Edit: In the exercise I tried to solve it wasn't stated explicitly that we were dealing with line bundles (though the usage of the symbol $L$ for the vector bundle was a strong suggestion that this was the case), hence why my ponderings in the question post are about vector bundles of arbitrary rank.
Let $M$ be a smooth manifold, $E$ a complex rank $r$ vector bundle on $M$. My definition of the first Chern class $c_1(E)$ of $E$ is
$$
c_1(E)=\left[\text{tr}\left(\frac{i}{2\pi}F^\nabla\right)\right] \in H_{\text{dR}}^2(M)
$$
where $F^\nabla$ is the curvature tensor corresponding to any connection $\nabla$ on $E$.
If $E$ admits a flat connection $\nabla$, then $F^\nabla=0$, and hence $c_1(E)=0$. I want to prove that the converse is true too: if $c_1(E)=0$, then $E$ admits a flat connection.
I know the identity $c_1(E)=c_1(\Lambda^r E)$. Since $\Lambda^r E$ is a line bundle, $c_1(\Lambda^r E)$ is simply the cohomology class of the curvature $F^{\nabla^{\Lambda^r E}}$, where $\nabla^E$ is some connection on $E$ and $\nabla^{\Lambda^r E}$ is the induced connection on $\Lambda^r E$. So $c_1(\Lambda^r E)=0$ means that $F^{\nabla^{\Lambda^r E}}$ is an exact $2$-form.

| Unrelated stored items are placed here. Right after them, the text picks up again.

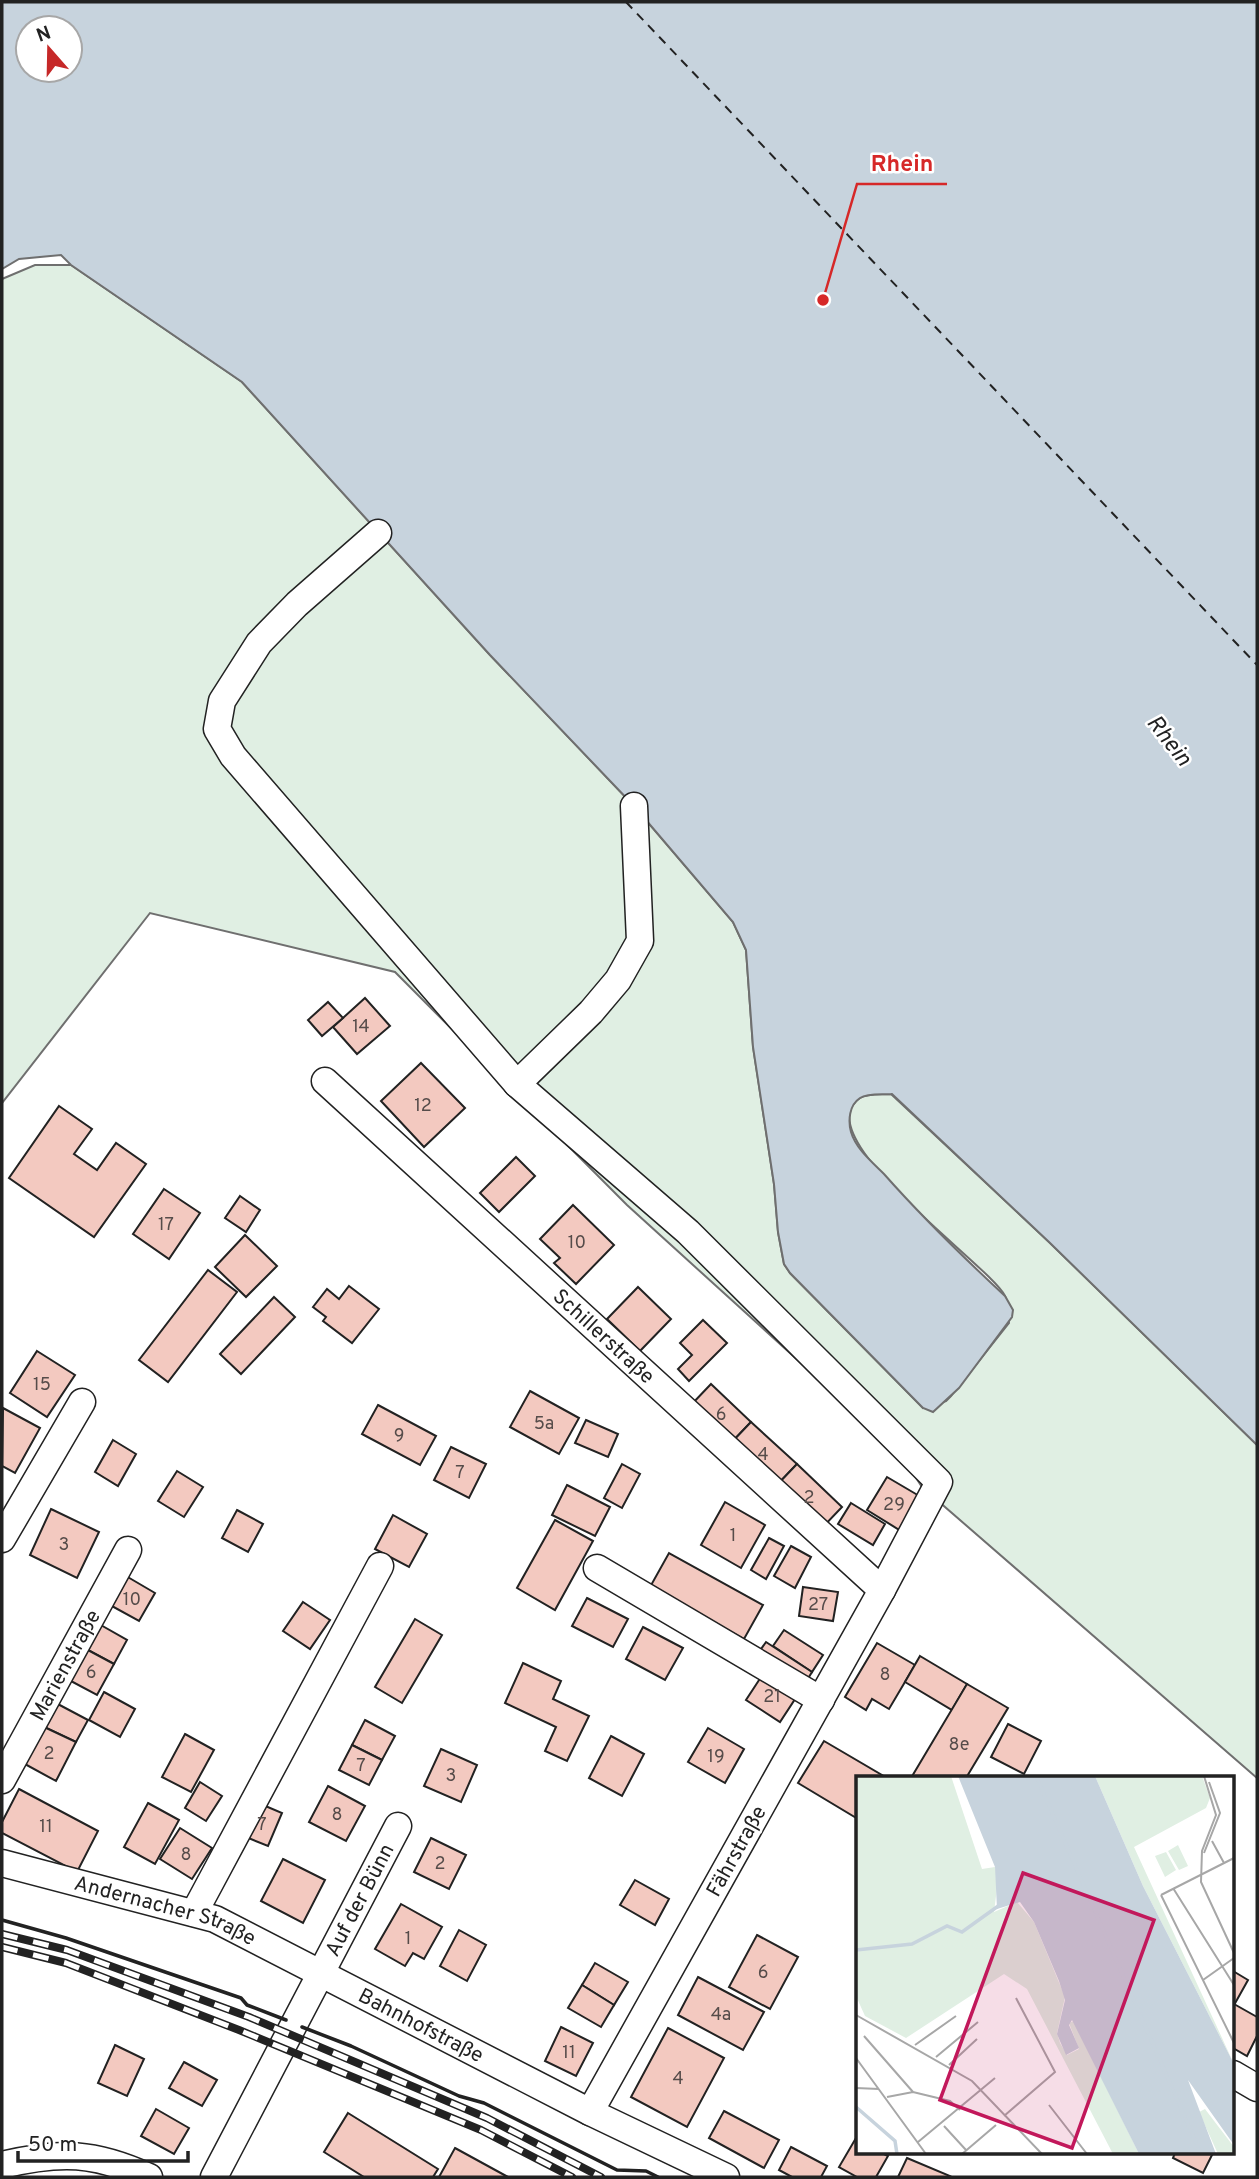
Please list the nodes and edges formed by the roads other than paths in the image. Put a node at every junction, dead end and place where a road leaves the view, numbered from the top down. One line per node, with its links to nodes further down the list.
1 (378, 533): 4 (street)
2 (634, 806): 4 (street)
3 (325, 1081): 10 (street, Schillerstraße)
4 (517, 1084): 10 (street, Fährstraße)
5 (82, 1402): 6 (street)
6 (2, 1539)
7 (128, 1550): 12 (street, Marienstraße)
8 (380, 1566): 15 (street)
9 (597, 1568): 11 (street)
10 (882, 1590): 11 (street, Fährstraße)
11 (821, 1700): 19 (street, Fährstraße)
12 (2, 1780)
13 (398, 1826): 16 (street, Auf der Bünn)
14 (2, 1863): 15 (street, Andernacher Straße)
15 (194, 1913): 16 (street, Andernacher Straße)
16 (320, 1974): 19 (street, Bahnhofstraße); 22 (street)
17 (1234, 2075): 18 (street)
18 (1257, 2088)
19 (590, 2112): 23 (street, Bahnhofstraße)
20 (2, 2165): 21 (street)
21 (149, 2177)
22 (214, 2177)
23 (726, 2177)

Maybe I should first show the case that if a complex line bundle $L$ has vanishing first Chern class, then $L$ admits a flat connection, and maybe I can then show that a flat connection on $\Lambda^r E$ is induced by a flat connection on $E$?
Any hints are welcome.
Context: all I know about characteristic classes is what's treated in chapter 5 of Tu's Differential Geometry book, which I've learned is not the modern way of doing things. And see below the exercise that I'm trying to solve.
Best Answer
If $L$ admits a flat connection then obviously $c_1(L)=0$. Conversely, suppose $c_1(L)=0$. Pick a connection $\nabla$ on $L$. Then, by definition, $F_\nabla=d\eta$ for some $1$-form $\eta\in\Omega^1(X)$. As you know from the course, the space of connections is an affine space, and we can define the connection $\nabla'=\nabla-\eta$. Say that the local connection $1$-forms are $A$ and $A'$ respectively. Then the local curvature $2$-form is $$F_{\nabla'}=dA'=d(A-\eta)=dA-d\eta=F_{\nabla}-d\eta=0$$ Hence $\nabla'$ is a flat connection on $L$.